#### [EXERCISE BRIEF]
Every line of the data below should be retyped exactly.

[[ PROVIDED RECORDS, beginning ]]

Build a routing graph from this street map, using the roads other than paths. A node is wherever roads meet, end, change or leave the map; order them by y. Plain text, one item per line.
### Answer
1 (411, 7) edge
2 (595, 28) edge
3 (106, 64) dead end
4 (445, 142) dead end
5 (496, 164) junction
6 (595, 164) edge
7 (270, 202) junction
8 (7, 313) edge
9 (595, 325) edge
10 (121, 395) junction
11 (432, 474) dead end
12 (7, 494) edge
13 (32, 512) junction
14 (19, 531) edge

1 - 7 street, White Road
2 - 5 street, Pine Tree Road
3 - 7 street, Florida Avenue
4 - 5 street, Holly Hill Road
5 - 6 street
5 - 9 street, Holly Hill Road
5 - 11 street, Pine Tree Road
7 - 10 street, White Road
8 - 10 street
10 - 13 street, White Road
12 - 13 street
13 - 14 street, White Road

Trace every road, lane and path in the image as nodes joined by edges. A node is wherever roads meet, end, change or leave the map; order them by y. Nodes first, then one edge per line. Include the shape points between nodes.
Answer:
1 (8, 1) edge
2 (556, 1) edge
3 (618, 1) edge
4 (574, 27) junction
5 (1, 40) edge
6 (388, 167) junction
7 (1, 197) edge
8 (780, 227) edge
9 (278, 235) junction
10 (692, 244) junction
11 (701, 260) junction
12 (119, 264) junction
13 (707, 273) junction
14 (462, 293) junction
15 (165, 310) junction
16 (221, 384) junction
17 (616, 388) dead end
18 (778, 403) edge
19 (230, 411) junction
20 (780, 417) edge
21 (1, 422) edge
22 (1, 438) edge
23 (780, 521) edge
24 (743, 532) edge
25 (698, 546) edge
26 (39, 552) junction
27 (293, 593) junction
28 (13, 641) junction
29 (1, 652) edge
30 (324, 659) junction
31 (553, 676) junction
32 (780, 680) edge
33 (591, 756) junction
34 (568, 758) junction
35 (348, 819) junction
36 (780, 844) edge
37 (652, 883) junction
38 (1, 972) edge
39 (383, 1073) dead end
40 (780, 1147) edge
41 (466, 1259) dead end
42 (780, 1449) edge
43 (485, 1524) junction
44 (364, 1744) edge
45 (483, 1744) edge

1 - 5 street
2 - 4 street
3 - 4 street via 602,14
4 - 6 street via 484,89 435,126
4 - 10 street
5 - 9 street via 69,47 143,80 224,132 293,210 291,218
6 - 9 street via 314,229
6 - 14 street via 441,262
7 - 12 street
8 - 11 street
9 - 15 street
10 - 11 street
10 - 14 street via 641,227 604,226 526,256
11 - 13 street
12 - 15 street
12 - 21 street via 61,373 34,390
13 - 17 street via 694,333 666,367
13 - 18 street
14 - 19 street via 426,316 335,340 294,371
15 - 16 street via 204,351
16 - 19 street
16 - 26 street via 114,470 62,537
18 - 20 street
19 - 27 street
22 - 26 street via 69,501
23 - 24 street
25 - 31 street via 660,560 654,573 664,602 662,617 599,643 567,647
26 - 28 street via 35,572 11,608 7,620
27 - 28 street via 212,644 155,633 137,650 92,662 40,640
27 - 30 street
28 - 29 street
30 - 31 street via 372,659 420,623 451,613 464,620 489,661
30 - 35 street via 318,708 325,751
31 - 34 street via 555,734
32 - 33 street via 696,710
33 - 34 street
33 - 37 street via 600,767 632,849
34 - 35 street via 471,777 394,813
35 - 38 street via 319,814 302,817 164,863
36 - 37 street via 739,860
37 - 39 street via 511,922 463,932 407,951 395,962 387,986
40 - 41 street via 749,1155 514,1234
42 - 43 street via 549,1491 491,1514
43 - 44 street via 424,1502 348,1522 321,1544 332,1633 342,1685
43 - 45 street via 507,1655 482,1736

[[ PROVIDED RECORDS, end ]]

#### [REPLY]
Build a routing graph from this street map, using the roads other than paths. A node is wherever roads meet, end, change or leave the map; order them by y. Plain text, one item per line.
### Answer
1 (411, 7) edge
2 (595, 28) edge
3 (106, 64) dead end
4 (445, 142) dead end
5 (496, 164) junction
6 (595, 164) edge
7 (270, 202) junction
8 (7, 313) edge
9 (595, 325) edge
10 (121, 395) junction
11 (432, 474) dead end
12 (7, 494) edge
13 (32, 512) junction
14 (19, 531) edge

1 - 7 street, White Road
2 - 5 street, Pine Tree Road
3 - 7 street, Florida Avenue
4 - 5 street, Holly Hill Road
5 - 6 street
5 - 9 street, Holly Hill Road
5 - 11 street, Pine Tree Road
7 - 10 street, White Road
8 - 10 street
10 - 13 street, White Road
12 - 13 street
13 - 14 street, White Road

Trace every road, lane and path in the image as nodes joined by edges. A node is wherever roads meet, end, change or leave the map; order them by y. Nodes first, then one edge per line. Include the shape points between nodes.
Answer:
1 (8, 1) edge
2 (556, 1) edge
3 (618, 1) edge
4 (574, 27) junction
5 (1, 40) edge
6 (388, 167) junction
7 (1, 197) edge
8 (780, 227) edge
9 (278, 235) junction
10 (692, 244) junction
11 (701, 260) junction
12 (119, 264) junction
13 (707, 273) junction
14 (462, 293) junction
15 (165, 310) junction
16 (221, 384) junction
17 (616, 388) dead end
18 (778, 403) edge
19 (230, 411) junction
20 (780, 417) edge
21 (1, 422) edge
22 (1, 438) edge
23 (780, 521) edge
24 (743, 532) edge
25 (698, 546) edge
26 (39, 552) junction
27 (293, 593) junction
28 (13, 641) junction
29 (1, 652) edge
30 (324, 659) junction
31 (553, 676) junction
32 (780, 680) edge
33 (591, 756) junction
34 (568, 758) junction
35 (348, 819) junction
36 (780, 844) edge
37 (652, 883) junction
38 (1, 972) edge
39 (383, 1073) dead end
40 (780, 1147) edge
41 (466, 1259) dead end
42 (780, 1449) edge
43 (485, 1524) junction
44 (364, 1744) edge
45 (483, 1744) edge

1 - 5 street
2 - 4 street
3 - 4 street via 602,14
4 - 6 street via 484,89 435,126
4 - 10 street
5 - 9 street via 69,47 143,80 224,132 293,210 291,218
6 - 9 street via 314,229
6 - 14 street via 441,262
7 - 12 street
8 - 11 street
9 - 15 street
10 - 11 street
10 - 14 street via 641,227 604,226 526,256
11 - 13 street
12 - 15 street
12 - 21 street via 61,373 34,390
13 - 17 street via 694,333 666,367
13 - 18 street
14 - 19 street via 426,316 335,340 294,371
15 - 16 street via 204,351
16 - 19 street
16 - 26 street via 114,470 62,537
18 - 20 street
19 - 27 street
22 - 26 street via 69,501
23 - 24 street
25 - 31 street via 660,560 654,573 664,602 662,617 599,643 567,647
26 - 28 street via 35,572 11,608 7,620
27 - 28 street via 212,644 155,633 137,650 92,662 40,640
27 - 30 street
28 - 29 street
30 - 31 street via 372,659 420,623 451,613 464,620 489,661
30 - 35 street via 318,708 325,751
31 - 34 street via 555,734
32 - 33 street via 696,710
33 - 34 street
33 - 37 street via 600,767 632,849
34 - 35 street via 471,777 394,813
35 - 38 street via 319,814 302,817 164,863
36 - 37 street via 739,860
37 - 39 street via 511,922 463,932 407,951 395,962 387,986
40 - 41 street via 749,1155 514,1234
42 - 43 street via 549,1491 491,1514
43 - 44 street via 424,1502 348,1522 321,1544 332,1633 342,1685
43 - 45 street via 507,1655 482,1736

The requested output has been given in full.